Actually: the UI can format, round, or filter data before displaying it. A $10.999 value might display as $11.00. The API test sees the raw value and catches the precision bug. Always verify the raw API response, not just what the UI renders.
🚫 API testing requires coding skills
I used to think: I need to know how to code before I can test an API.
Actually: Postman lets you test APIs without writing a single line of code. You write HTTP requests and read JSON — skills you already have from reading tickets and bug reports. The Postman Tests tab uses JavaScript, but the basic assertions are copy-paste from their documentation.

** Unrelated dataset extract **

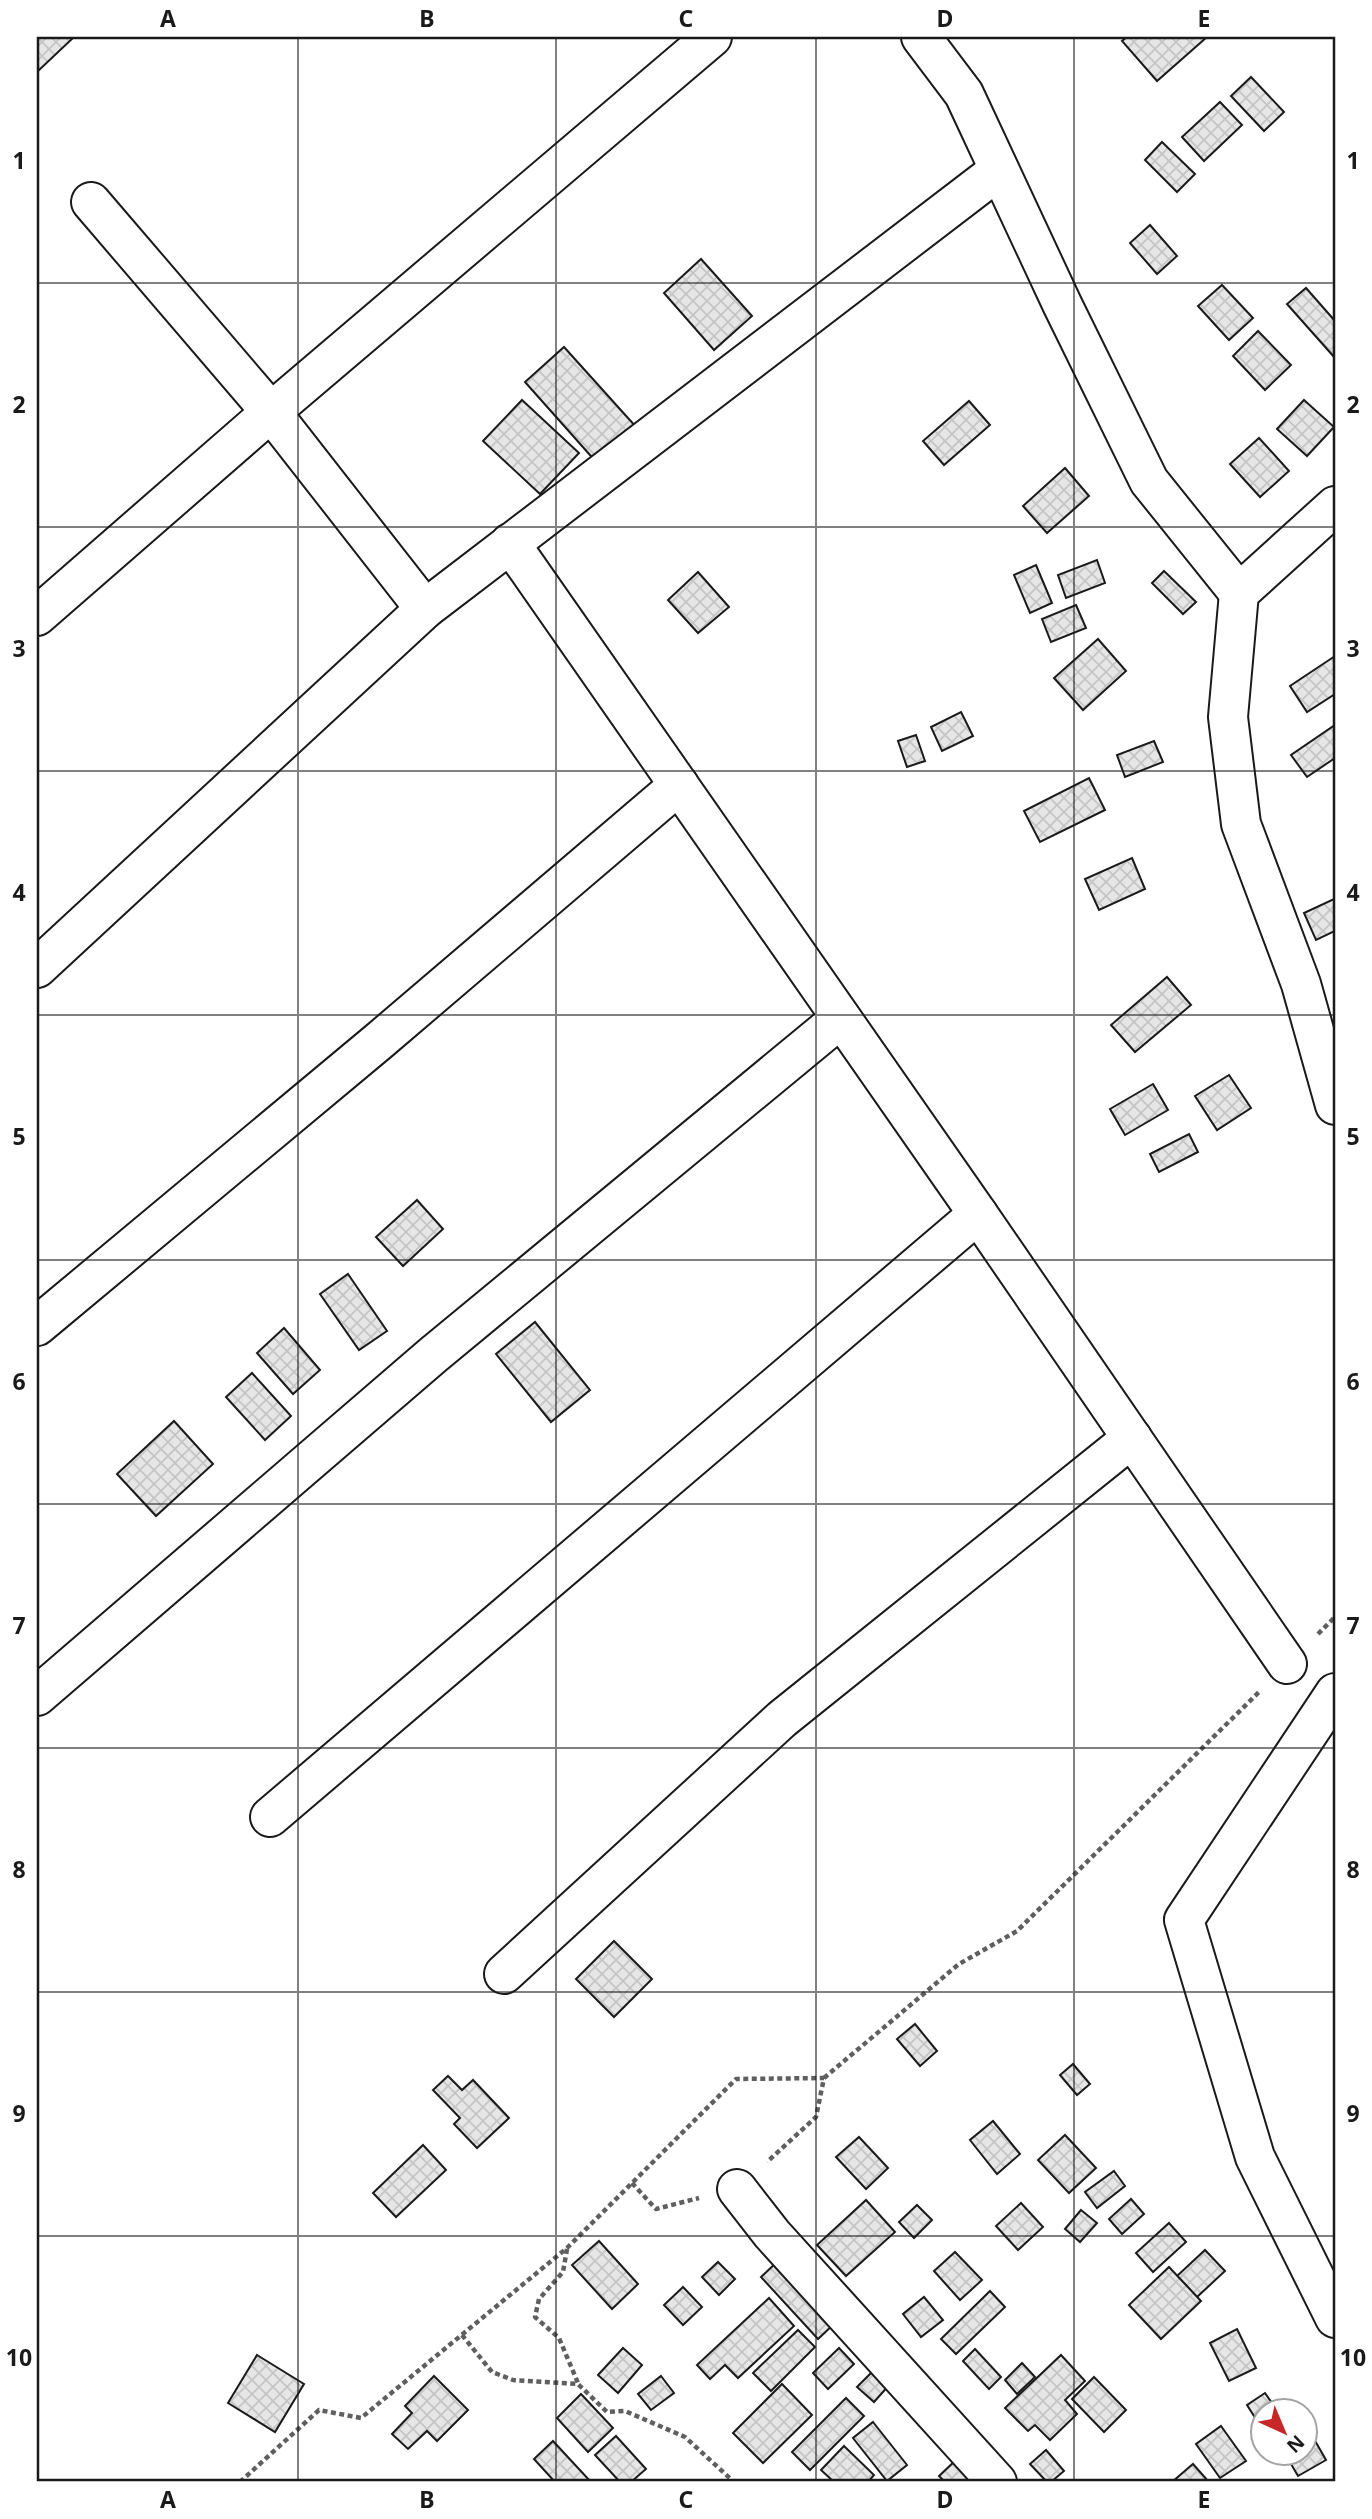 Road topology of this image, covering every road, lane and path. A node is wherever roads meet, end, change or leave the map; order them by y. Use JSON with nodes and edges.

🚫 A 200 response means everything worked
I used to think: green status code = passing test.
Actually: a 200 means the server understood your request and responded. It does not mean the response is correct. Always check the response body: does it contain the right data, the right format, the right values? A 200 with {"balance": -500} is a failed test.
7 Now You Try
You are testing a NZ government MyIR-style tax portal. The API endpoint POST /api/income/report accepts: ird_number, income_amount, tax_year.
Write 5 test cases for this endpoint covering: a valid submission, a missing required field, an invalid IRD number format, a negative income amount, and a future tax year. For each test case include: the inputs, the expected HTTP status code, and what you check in the response body.
8 Self-Check
Click each question to reveal the answer.
Q1: What is the difference between a 401 and a 403 HTTP status code?
401 Unauthorised means the request has no valid authentication — no token, expired token, or wrong credentials. The server doesn’t know who you are. 403 Forbidden means the server knows who you are but you don’t have permission. You’re authenticated but not authorised. A 401 is “who are you?”. A 403 is “I know who you are, and the answer is no.”
Q2: Why might a 200 response still indicate a failed test?
A 200 tells you the server understood and responded to the request. It says nothing about whether the response body is correct. An API can return 200 with {"success": false}, or with a wrong value, or with missing fields. The status code is the envelope; the response body is the letter. Always check both.
Q3: Name one bug type you can find at the API layer that UI testing alone would miss.
Any bug that the front end masks. Common examples: negative amounts (the UI has a validation rule but the API does not), raw floating-point precision errors (the UI rounds to 2 decimal places but the stored value is wrong), missing authorisation on endpoints (the UI never shows a button, but the API accepts the call anyway if you know the URL), or race conditions when two simultaneous requests are sent — something you can easily do in Postman but hard to trigger through UI clicks.
9 ISTQB Mapping
CTFL v4.0 Section 4.1 — Test analysis and design applicable to component and integration testing. API testing sits at the integration level — verifying that components communicate correctly across their interfaces.
CTAL-TA v3.1.2 Section 3.2.4 — Testing web services. REST APIs are the most common web service in NZ software teams and a standard expectation for mid-level test roles.